Village trustees Mark Gaffino and Chris Faber are running for re-election. Also in the race are Michael Lowery and Allen Cavender (not pictured).
Faber, who has been on the Village Board for four years, said he wants to see the village attract more industry to create jobs.
“We’ve got some pretty prime industrial real estate,” Faber said. “We’ve got a pretty good opportunity because of where we are on [Interstate] 88.”
He also said there needs to be continual improvement of the Route 31 corridor, including burying the overhead power lines along the corridor.
“It would be nice to clean it up,” Faber said. “It is kind of the center of town.”
Gaffino, who is finishing his second term, said the board needs to be open to developer requests when they come to the village.
“I think we have to be open to listening to them and working with them,” he said.
Gaffino said he wants to see a developer come in with plans to improve Route 31.
“Just burying the power lines, that would probably be a start,” he said.

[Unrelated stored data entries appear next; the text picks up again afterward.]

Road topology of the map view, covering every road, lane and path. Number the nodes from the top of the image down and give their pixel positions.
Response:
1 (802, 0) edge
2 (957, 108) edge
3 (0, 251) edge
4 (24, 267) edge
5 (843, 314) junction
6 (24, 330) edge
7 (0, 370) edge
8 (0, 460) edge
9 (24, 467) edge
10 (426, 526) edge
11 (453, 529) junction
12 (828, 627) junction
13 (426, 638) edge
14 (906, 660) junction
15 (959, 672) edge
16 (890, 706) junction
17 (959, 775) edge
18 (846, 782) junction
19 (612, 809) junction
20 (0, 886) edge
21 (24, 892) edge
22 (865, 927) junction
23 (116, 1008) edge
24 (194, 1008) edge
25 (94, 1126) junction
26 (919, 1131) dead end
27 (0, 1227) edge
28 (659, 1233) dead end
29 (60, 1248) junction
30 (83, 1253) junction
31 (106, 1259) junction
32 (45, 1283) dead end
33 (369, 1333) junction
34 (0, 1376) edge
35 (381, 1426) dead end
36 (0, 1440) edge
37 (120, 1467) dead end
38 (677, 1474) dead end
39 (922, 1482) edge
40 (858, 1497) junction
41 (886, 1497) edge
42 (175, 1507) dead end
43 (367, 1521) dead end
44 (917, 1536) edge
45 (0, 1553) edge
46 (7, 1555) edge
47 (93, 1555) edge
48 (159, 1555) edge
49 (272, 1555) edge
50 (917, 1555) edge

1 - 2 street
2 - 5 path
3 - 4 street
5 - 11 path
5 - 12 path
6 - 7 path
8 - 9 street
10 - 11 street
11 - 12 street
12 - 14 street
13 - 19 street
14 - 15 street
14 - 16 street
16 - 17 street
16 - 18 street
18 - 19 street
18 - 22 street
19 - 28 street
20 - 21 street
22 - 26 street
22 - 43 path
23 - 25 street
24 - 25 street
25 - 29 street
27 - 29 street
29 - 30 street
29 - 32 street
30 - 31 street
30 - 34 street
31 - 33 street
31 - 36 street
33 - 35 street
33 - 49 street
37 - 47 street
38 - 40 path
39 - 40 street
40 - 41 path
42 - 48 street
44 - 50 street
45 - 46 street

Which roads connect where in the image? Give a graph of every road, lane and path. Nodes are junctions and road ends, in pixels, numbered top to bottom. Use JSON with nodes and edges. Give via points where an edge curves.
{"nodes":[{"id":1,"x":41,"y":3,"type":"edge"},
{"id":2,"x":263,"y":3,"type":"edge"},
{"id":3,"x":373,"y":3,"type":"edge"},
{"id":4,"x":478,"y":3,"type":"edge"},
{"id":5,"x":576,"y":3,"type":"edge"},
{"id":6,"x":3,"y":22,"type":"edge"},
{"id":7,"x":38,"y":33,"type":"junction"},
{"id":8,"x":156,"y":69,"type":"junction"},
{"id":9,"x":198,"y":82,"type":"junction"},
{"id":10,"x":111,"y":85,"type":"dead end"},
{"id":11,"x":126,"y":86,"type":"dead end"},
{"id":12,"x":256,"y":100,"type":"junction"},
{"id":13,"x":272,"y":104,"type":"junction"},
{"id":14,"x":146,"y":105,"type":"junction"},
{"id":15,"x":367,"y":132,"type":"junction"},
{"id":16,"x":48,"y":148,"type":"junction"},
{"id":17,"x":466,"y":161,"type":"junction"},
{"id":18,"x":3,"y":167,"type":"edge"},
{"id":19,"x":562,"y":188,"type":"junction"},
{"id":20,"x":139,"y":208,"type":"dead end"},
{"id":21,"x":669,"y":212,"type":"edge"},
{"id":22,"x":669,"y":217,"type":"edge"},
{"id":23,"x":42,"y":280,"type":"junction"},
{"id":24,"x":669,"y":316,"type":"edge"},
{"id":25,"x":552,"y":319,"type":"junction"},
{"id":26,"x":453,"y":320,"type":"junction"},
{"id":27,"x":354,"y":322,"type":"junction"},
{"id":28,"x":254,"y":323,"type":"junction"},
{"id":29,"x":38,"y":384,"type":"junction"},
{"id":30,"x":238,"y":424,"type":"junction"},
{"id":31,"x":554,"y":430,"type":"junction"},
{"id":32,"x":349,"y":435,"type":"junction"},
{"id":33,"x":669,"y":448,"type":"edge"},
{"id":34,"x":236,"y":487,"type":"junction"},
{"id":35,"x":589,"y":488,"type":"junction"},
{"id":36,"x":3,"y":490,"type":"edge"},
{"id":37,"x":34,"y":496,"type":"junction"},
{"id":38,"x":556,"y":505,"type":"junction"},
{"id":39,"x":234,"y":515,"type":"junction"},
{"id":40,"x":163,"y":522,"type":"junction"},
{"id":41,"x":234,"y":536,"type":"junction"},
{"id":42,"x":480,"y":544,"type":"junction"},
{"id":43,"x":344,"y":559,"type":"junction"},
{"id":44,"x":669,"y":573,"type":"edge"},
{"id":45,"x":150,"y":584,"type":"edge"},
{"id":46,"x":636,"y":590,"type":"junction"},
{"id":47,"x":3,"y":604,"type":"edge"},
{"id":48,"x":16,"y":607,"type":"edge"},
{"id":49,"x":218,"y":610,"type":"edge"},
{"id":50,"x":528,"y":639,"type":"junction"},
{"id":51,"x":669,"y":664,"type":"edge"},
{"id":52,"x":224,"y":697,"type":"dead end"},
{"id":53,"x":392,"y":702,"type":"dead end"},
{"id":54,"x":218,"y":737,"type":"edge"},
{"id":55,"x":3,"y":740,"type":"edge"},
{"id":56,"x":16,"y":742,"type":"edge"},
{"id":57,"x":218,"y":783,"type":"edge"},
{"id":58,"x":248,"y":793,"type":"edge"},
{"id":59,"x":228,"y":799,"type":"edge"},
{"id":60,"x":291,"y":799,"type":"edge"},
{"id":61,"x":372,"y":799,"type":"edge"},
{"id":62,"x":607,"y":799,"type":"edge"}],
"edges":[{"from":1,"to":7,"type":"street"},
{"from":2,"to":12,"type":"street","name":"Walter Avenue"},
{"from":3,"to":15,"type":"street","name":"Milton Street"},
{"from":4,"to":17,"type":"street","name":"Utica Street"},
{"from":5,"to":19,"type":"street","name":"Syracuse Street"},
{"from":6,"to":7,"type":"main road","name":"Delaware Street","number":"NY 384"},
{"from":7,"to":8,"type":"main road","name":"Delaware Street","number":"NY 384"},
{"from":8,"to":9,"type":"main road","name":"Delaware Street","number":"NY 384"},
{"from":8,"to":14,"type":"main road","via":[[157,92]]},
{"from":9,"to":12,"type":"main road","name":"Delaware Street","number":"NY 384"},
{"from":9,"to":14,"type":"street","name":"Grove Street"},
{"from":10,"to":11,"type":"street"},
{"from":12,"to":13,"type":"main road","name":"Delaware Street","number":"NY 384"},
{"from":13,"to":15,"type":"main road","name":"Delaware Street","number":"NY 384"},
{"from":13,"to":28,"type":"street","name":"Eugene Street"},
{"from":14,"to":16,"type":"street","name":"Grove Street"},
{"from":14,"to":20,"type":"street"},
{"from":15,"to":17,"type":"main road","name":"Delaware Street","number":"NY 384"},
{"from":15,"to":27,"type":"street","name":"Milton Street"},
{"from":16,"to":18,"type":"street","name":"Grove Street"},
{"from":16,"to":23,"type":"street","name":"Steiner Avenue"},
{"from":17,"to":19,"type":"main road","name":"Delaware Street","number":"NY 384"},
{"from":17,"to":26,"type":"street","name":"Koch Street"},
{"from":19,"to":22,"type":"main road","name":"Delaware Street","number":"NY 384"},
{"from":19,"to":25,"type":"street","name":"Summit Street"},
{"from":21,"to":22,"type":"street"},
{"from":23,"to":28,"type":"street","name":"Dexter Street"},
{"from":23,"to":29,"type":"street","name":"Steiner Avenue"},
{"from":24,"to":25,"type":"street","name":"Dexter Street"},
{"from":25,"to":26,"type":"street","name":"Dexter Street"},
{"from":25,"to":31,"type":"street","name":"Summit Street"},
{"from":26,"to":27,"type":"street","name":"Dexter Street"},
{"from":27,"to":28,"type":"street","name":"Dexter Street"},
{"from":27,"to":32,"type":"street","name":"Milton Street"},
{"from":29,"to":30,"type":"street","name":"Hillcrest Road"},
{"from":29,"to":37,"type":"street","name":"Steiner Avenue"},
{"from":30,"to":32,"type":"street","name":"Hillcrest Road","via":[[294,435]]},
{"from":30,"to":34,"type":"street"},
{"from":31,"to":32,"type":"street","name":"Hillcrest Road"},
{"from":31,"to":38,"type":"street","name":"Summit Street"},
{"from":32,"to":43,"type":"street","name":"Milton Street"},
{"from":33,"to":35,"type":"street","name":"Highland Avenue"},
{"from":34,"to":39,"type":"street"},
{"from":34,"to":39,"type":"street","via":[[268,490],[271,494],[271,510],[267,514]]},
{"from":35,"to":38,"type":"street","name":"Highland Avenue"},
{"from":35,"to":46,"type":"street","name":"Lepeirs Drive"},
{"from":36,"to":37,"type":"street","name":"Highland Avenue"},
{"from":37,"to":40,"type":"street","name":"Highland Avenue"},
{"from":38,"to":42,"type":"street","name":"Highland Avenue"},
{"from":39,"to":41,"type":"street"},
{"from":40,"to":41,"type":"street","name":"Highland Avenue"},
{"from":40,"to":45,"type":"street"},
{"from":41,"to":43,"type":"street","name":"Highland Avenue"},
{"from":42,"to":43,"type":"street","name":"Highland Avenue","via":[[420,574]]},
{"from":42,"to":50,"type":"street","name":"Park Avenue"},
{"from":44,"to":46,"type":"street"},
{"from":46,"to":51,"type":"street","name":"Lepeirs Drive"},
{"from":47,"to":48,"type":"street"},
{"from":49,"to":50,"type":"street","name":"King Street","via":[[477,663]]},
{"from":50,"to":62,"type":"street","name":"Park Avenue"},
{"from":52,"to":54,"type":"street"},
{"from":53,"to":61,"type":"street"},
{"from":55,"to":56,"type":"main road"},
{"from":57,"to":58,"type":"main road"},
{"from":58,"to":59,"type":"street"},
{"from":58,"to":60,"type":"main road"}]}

He also said the village needs to continue to be concerned with its infrastructure. Gaffino said replacing the village’s street lights with LED lights could result in significant cost savings.
Cavender said he would be leery of plans to bury the power lines given the likely price tag. In 2008, it was estimated it would cost more than $1 million to bury the Route 31 poles.
“I know that is a very expensive undertaking,” he said. “That’s an awfully big chunk to get rid of some overhead poles.”
Cavender said the village needs to pay more attention to its streets, especially on the east side, where he lives.
“It seems like our streets don’t get much attention until they are literally falling apart,” he said.
Lowery said he wants to bring more businesses to the village to provide property tax relief. He said Route 31 needs to be improved to attract more businesses.
“Route 31 is so ugly,” he said. “It deters businesses from wanting to come there.”
He has lived in North Aurora for 10 years.
“It’s a great village to live in,” Lowery said. “I would like to see it prosper and grow.”